I enjoyed this new life to the utmost. Mr. Cummings, to tell the truth, pursued a somewhat tortuous course in politics and religion. He was a Methodist. One day our clerk expressed himself as to the latter in these words:—"They say he is a Jumper, but others think he has gone over to the Holy Rollers." The Jumpers were a sect whose members, when the Holy Spirit seized them, jumped up and down, while the Holy Rollers under such circumstances rolled over and over on the floor. We also advocated Native Americanism and Temperance, which did not prevent Mr. Peacock and myself and a few habitues of the office from going daily at eleven o'clock to a neighbouring lager-beer Wirthschaft for a refreshing glass and lunch. One day the bar-tender, Hermann, a very nice fellow, said to me, "I remember when you always had a bottle of Rudesheimer every day for dinner. That was at Herr Lehr's, in Heidelberg. I always waited on you."

Whoever shall write a history of Philadelphia from the Thirties to the end of the Fifties will record a popular period of turbulence and outrages so extensive as to now appear almost incredible. These were so great as to cause grave doubts in my mind whether the severest despotism, guided by justice, would not have been preferable to such republican license as then prevailed in the city of Penn. I refer to the absolute and uncontrolled rule of the Volunteer Fire Department, which was divided into companies (each having clumsy old fire apparatus and hose), all of them at deadly feud among themselves, and fighting freely with pistols, knives, iron spanners, and slung shot, whenever they met, whether at fires or in the streets. Of these regular firemen, fifty thousand were enrolled, and to these might have been added almost as many more, who were known as runners, bummers, and hangers-on. Among the latter were a great number of incendiaries, all of whom were well known to and encouraged by the firemen. Whenever the latter wished to meet some rival company, either to test their mutual skill or engage in a fight, a fire was sure to occur; the same always happened when a fire company from some other city visited Philadelphia.

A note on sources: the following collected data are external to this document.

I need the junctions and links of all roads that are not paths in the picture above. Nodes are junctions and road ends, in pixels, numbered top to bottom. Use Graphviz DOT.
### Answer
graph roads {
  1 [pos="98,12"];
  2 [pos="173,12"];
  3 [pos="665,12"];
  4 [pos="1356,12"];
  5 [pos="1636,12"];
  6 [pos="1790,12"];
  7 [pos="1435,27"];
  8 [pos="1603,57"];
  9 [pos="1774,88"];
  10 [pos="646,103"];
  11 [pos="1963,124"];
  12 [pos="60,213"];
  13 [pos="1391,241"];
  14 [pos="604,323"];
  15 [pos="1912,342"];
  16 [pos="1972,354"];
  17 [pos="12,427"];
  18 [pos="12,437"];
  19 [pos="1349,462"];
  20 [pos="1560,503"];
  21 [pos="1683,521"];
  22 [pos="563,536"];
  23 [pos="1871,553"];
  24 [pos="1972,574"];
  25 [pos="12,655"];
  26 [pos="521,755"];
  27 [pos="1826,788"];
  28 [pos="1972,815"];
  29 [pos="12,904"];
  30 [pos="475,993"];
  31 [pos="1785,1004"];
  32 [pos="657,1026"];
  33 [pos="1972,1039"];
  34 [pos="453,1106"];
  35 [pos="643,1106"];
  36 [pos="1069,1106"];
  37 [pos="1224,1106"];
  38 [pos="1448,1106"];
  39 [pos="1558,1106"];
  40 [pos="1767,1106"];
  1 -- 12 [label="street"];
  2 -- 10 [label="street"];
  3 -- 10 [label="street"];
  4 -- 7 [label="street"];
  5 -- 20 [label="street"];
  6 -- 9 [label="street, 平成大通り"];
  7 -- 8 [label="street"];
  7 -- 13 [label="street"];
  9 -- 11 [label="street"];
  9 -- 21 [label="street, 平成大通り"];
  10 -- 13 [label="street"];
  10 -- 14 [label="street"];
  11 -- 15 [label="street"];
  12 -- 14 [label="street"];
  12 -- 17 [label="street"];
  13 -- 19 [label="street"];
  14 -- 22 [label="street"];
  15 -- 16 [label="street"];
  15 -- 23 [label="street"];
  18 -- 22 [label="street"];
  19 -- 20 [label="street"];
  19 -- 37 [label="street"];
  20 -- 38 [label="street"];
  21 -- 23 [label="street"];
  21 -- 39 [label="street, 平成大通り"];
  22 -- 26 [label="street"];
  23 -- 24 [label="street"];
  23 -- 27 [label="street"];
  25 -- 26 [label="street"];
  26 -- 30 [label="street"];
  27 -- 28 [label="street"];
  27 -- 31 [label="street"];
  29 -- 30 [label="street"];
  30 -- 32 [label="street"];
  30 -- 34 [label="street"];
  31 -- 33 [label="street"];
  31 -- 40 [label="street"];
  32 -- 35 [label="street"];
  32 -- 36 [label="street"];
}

This gave occasion to an incredible amount of blackmailing, since all house-owners were frequently called on to contribute money to the different companies, sometimes as a subscription for ball-tickets or repairs. It was well understood, and generally pretty plainly expressed, that those who refused to pay might expect to be burned out or neglected. The result of it all was a general fear of the firemen, a most degrading and contemptible subservience to them by politicians of all kinds, a terrible and general growth and spread of turbulence and coarse vulgarity among youth, and finally, such a prevalence of conflagration that no one who owned a house could hear the awful tones of the bell of Independence Hall without terror. Fires were literally of nightly occurrence, and that they were invariably by night was due to the incendiary "runner." A slight examination of the newspapers and cheap broadside literature of that time will amply confirm all that I here state. "Jakey" was the typical fireman; he was the brutal hero of a vulgar play, and the ideal of nineteen youths out of twenty. For a generation or more all society felt the degrading influences of this rowdyism in almost every circle—for there were among the vast majority of men not very many who respected, looked up to, or cared for anything really cultured or refined. I have a large collection of the popular songs of Philadelphia of that time, in all of which there is a striving downwards into blackguardism and brutality, vileness and ignorance, which has no parallel in the literature of any other nation. The French of the Pere Duchene school may be nastier, and, as regards aristocrats, as bloody, but for general all-round vulgarity, the state of morals developed among the people at the time of which I speak was literally without its like. It is very strange that Pliny also speaks of the turbulence or rowdyism of the firemen of Rome.